### How to complete this task
Only an exact copy of the records, from the line with "ring pip: (702, 929)" through the last line, is wanted.

[Stored data entries]
+ + + + +

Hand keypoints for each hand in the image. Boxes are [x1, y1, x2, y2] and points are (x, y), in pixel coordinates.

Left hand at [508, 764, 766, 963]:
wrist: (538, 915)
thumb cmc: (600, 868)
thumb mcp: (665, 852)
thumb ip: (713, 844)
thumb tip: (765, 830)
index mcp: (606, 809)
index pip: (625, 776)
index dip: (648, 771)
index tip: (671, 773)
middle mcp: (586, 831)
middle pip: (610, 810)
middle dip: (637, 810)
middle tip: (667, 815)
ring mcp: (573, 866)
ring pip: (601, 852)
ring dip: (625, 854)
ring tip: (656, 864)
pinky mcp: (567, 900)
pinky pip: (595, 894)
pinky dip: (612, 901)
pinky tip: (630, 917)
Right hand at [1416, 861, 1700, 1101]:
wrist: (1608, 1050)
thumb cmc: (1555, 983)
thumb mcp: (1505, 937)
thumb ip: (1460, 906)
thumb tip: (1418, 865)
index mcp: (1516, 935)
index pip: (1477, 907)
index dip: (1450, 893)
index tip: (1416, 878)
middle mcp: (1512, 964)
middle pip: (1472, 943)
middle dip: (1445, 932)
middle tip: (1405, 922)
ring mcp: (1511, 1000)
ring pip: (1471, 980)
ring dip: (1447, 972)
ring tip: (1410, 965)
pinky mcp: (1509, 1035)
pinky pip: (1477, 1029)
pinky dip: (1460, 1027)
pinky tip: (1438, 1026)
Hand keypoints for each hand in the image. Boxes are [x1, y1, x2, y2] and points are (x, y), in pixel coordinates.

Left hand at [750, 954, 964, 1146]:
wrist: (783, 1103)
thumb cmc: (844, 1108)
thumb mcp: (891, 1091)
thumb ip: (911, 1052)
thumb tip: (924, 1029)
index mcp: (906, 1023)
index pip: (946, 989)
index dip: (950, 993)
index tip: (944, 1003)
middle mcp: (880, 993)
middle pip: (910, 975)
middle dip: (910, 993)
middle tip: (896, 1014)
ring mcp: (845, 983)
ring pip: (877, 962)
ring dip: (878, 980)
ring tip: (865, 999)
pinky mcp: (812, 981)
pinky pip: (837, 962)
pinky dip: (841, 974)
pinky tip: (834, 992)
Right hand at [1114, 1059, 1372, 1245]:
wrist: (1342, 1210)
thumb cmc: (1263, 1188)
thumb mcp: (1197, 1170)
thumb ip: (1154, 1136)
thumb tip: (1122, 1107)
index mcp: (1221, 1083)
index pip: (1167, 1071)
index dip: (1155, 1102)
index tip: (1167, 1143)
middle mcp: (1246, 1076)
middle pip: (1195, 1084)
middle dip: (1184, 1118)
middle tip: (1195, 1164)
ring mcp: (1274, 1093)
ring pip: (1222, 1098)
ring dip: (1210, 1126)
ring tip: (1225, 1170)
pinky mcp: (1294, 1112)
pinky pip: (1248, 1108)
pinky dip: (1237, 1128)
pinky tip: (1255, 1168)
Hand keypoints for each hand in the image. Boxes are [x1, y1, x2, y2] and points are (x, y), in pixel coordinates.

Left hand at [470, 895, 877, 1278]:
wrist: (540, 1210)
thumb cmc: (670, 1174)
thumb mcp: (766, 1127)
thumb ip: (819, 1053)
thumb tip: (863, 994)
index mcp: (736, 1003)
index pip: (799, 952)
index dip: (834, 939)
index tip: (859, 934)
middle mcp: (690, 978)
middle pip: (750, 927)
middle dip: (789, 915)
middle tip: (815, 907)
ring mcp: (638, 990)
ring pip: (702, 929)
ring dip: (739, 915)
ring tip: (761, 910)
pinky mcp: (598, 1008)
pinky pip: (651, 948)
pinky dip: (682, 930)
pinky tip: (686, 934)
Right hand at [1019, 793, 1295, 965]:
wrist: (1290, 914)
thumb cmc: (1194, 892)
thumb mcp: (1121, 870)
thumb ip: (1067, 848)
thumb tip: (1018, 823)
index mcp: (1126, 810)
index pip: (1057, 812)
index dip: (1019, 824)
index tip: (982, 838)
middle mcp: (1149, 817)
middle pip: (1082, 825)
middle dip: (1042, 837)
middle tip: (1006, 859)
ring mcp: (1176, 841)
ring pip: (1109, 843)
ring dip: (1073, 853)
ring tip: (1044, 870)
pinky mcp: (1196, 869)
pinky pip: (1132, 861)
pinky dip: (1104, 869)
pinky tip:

+ + + + +

### Exercise response
ring pip: (702, 929)
ring dip: (739, 915)
ring tip: (761, 910)
pinky mcp: (598, 1008)
pinky pip: (651, 948)
pinky dip: (682, 930)
pinky tip: (686, 934)
Right hand at [1019, 793, 1295, 965]:
wrist: (1290, 914)
thumb cmc: (1194, 892)
thumb mcp: (1121, 870)
thumb ip: (1067, 848)
thumb tip: (1018, 823)
index mcp: (1126, 810)
index pip: (1057, 812)
index dip: (1019, 824)
index tip: (982, 838)
middle mcp: (1149, 817)
middle pip: (1082, 825)
middle dip: (1042, 837)
middle tip: (1006, 859)
ring mcp: (1176, 841)
ring pip: (1109, 843)
ring dip: (1073, 853)
ring tip: (1044, 870)
pinky mcp: (1196, 869)
pinky pip: (1132, 861)
pinky dip: (1104, 869)
pinky tip:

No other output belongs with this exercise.